How to solve the equation $k = \frac{dv}{dt}(a + 2\int_0^t v(\tau) d\tau)^2$ I've been struggling a little on this problem for a while. I'm not sure what I'm missing. It goes like this:
$$k = \frac{dv}{dt}(a + 2\int_0^t v(\tau) d\tau)^2$$
Here $k, a$ are constants and $v, t$ represent velocity and time respectively. I want to know $v$ as a function of $t$. Is it possible to solve this?
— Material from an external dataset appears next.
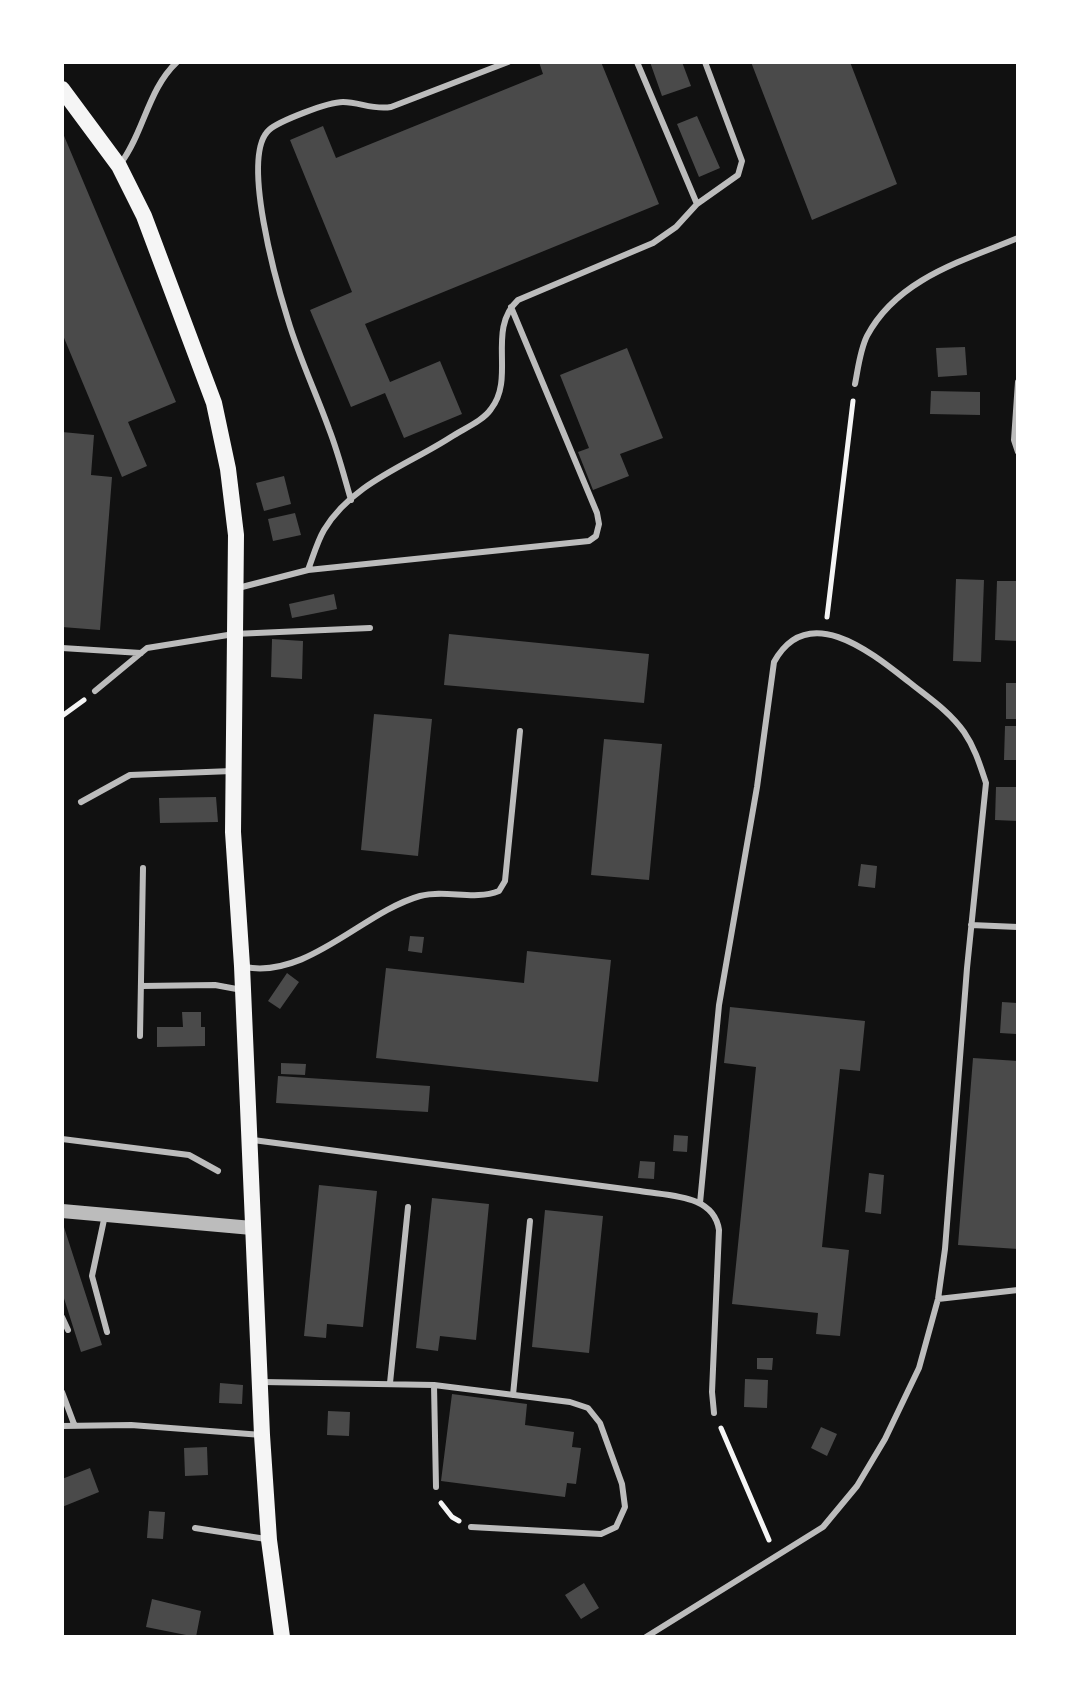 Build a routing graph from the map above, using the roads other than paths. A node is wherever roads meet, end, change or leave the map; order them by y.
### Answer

Any help would be appreciated!
 A: Set $V(t)=\int_0^tv(s)ds$. Then your equation reads as
$$
k=V''(a+2V)^2.
$$
this can be separated and integrated once
$$
V''=\frac{k}{(a+2V)^2}\implies V'^2=c-\frac{k}{a+2V}.
$$
In principle you can now apply separation again, the resulting integral with square root might be difficult or impossible to solve.
A: If $v$ is velocity and is given by $v=\frac{ds}{dt}$ then
$$\int_0^tv(\tau)d\tau=\int_0^t\frac{ds}{d\tau}d\tau$$
By the fundamental theorem of calculus and Leibniz's rule:
$$\int_0^t\frac{ds}{dt}d\tau=\frac{d}{dt}\int_0^tsd\tau=\frac{d}{dt}st=s$$
Note: We are only allowed to do this because these specific limits of integration(zero at the left part, variable/parameter on the right part)
Substituting back in the original equation:
Which is 1st order in $v$
$$k=\frac{dv}{dt}(a+2s)^2$$
But because $v$ depends on $s$ we need to integrate it wrt. to $s$, then it's a 2nd order linear ODE:
$$k=\frac{d^2s}{dt^2}(a+2s)^2$$
$$\iint kdtdt=\iint(a+2s)^2dsds$$
$$k\frac{t^2}{2}=\int \frac{(a+2s)^3}{3a}ds+C=\frac{(a+2s)^4}{4a^2}+C$$
Now solve for $s$ and differentiate wrt. $t$ get back your solution to $v$.
Why doesn't distance depend on time?
To OP: try going through each step, i'll leave you to differentiate it on your own. Tell me if you got stuck.